Exactly as they appear, output all of the records. Skip any images.

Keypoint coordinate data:
================================

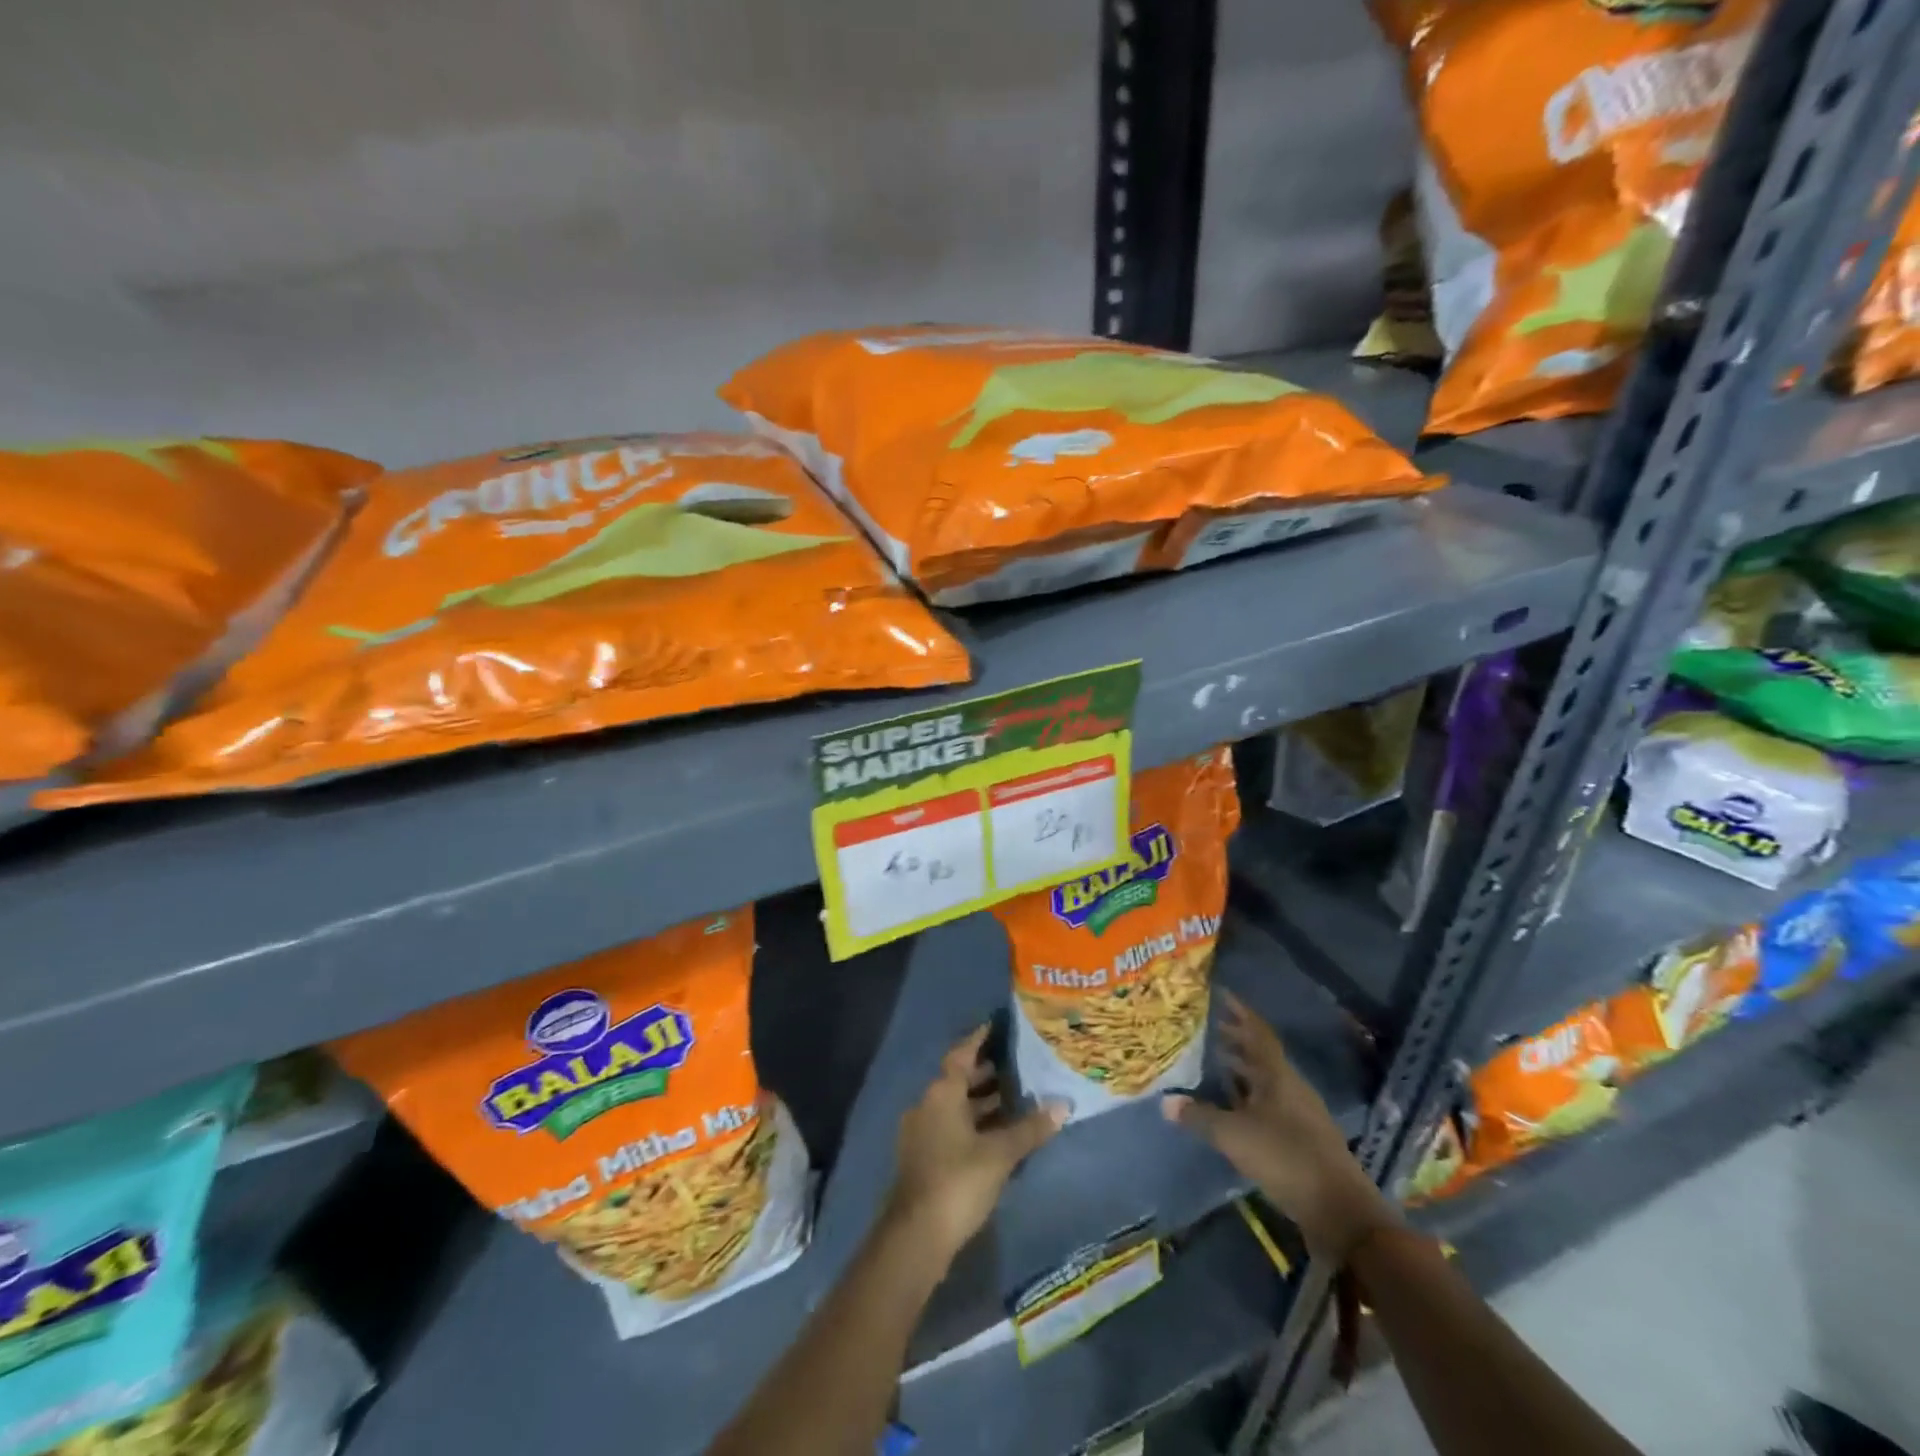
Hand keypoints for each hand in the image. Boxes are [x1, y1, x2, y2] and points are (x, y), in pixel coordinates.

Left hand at [887, 1025, 1065, 1262]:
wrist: (916, 1237)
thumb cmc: (958, 1181)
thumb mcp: (1000, 1154)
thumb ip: (1030, 1128)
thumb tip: (1062, 1105)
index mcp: (941, 1092)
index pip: (962, 1053)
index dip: (981, 1039)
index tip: (1002, 1026)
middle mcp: (928, 1104)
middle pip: (960, 1079)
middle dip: (988, 1071)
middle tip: (1021, 1063)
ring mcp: (923, 1132)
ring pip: (957, 1106)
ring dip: (983, 1101)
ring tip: (1019, 1097)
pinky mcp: (925, 1157)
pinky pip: (953, 1127)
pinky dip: (975, 1124)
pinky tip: (1000, 1133)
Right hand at [1162, 991, 1395, 1264]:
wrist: (1341, 1213)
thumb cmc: (1286, 1159)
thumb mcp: (1234, 1136)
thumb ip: (1200, 1116)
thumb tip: (1165, 1102)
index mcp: (1278, 1076)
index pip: (1258, 1032)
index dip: (1240, 1012)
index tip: (1220, 994)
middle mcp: (1291, 1088)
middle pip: (1261, 1055)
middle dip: (1236, 1040)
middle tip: (1208, 1028)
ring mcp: (1299, 1115)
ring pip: (1265, 1082)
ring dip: (1241, 1070)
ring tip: (1213, 1062)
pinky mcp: (1301, 1140)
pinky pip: (1269, 1106)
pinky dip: (1247, 1098)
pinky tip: (1230, 1108)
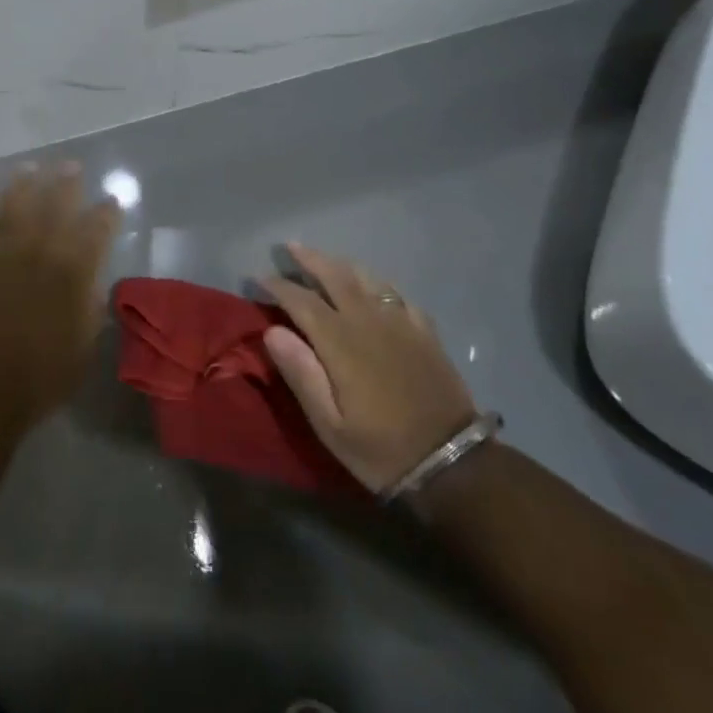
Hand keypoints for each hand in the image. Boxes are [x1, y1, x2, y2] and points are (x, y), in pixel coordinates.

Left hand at [0, 163, 120, 428]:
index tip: (112, 200)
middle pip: (57, 206)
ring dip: (24, 181)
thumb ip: (89, 310)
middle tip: (71, 165)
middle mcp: (40, 252)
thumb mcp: (82, 351)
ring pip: (15, 203)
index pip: (97, 231)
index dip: (107, 212)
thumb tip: (92, 283)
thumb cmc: (36, 382)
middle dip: (67, 183)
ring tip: (30, 165)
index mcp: (73, 275)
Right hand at [258, 244, 476, 494]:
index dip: (278, 286)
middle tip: (289, 248)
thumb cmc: (382, 449)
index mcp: (341, 342)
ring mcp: (401, 323)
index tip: (259, 278)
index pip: (302, 301)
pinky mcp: (425, 333)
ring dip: (341, 264)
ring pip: (367, 278)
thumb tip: (272, 330)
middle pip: (336, 276)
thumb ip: (301, 374)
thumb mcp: (330, 425)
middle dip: (309, 259)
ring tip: (325, 259)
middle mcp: (369, 321)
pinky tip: (374, 287)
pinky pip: (397, 294)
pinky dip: (378, 283)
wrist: (453, 465)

================================

Reply to the task ::
Hand keypoints for each hand in the image. Boxes are [x1, y1, x2, y2] and points are (x, y), in pixel coordinates.

Left hand at [887, 1025, 1065, 1262]:
wrist: (916, 1237)
thumb cmc: (958, 1181)
thumb mcp: (1000, 1154)
thumb ip: (1030, 1128)
thumb tip: (1062, 1105)
index mcp: (941, 1092)
index pip: (962, 1053)
index dip: (981, 1039)
index tip: (1002, 1026)
middle mcp: (928, 1104)
middle pip: (960, 1079)
middle dip: (988, 1071)
middle tip: (1021, 1063)
ring mcp: (923, 1132)
ring pip: (957, 1106)
ring dip: (983, 1101)
ring tip: (1019, 1097)
pinky mcp: (925, 1157)
pinky pip: (953, 1127)
pinky dip: (975, 1124)
pinky tip: (1000, 1133)
Right hand at [1162, 991, 1395, 1264]:
wrist: (1341, 1213)
thumb cmc: (1286, 1159)
thumb mcp: (1234, 1136)
thumb ip: (1200, 1116)
thumb tip: (1165, 1102)
index mcp: (1278, 1076)
index pip: (1258, 1032)
index dip: (1240, 1012)
index tip: (1220, 994)
middle mcp: (1291, 1088)
middle pip: (1261, 1055)
middle dip: (1236, 1040)
middle tip: (1208, 1028)
ring mcp: (1299, 1115)
ring pip: (1265, 1082)
ring dip: (1241, 1070)
ring tip: (1213, 1062)
pinky mcp: (1301, 1140)
pinky pip: (1269, 1106)
pinky dip: (1247, 1098)
pinky tip: (1230, 1108)
Hand keypoints for each hand in the image. Boxes are [x1, y1, x2, y2] and points are (x, y), in pixel coordinates.

Left hand at [0, 163, 120, 428]:
index tip: (112, 200)
middle pip: (57, 206)
ring dip: (24, 181)
thumb ip: (89, 310)
middle tip: (71, 165)
middle mcp: (40, 252)
thumb mcp: (82, 351)
ring pip: (15, 203)
index pip: (97, 231)
index dip: (107, 212)
thumb tip: (92, 283)
thumb cmc: (36, 382)
middle dip: (67, 183)
ring tip: (30, 165)
index mcp: (73, 275)
Right hand at [258, 244, 476, 494]:
index dip: (278, 286)
middle tip: (289, 248)
thumb cmc: (382, 449)
index mcp: (341, 342)
ring mcp: (401, 323)
index tip: (259, 278)
index pip: (302, 301)
pinky mcp: (425, 333)
ring dip: (341, 264)
ring pip: (367, 278)
thumb tip: (272, 330)
middle pip: (336, 276)
thumb ip: (301, 374)
thumb mcp: (330, 425)
middle dip: (309, 259)
ring tip: (325, 259)
middle mcp: (369, 321)
pinky tip: (374, 287)
pinky pip: (397, 294)
pinky dip: (378, 283)
wrist: (453, 465)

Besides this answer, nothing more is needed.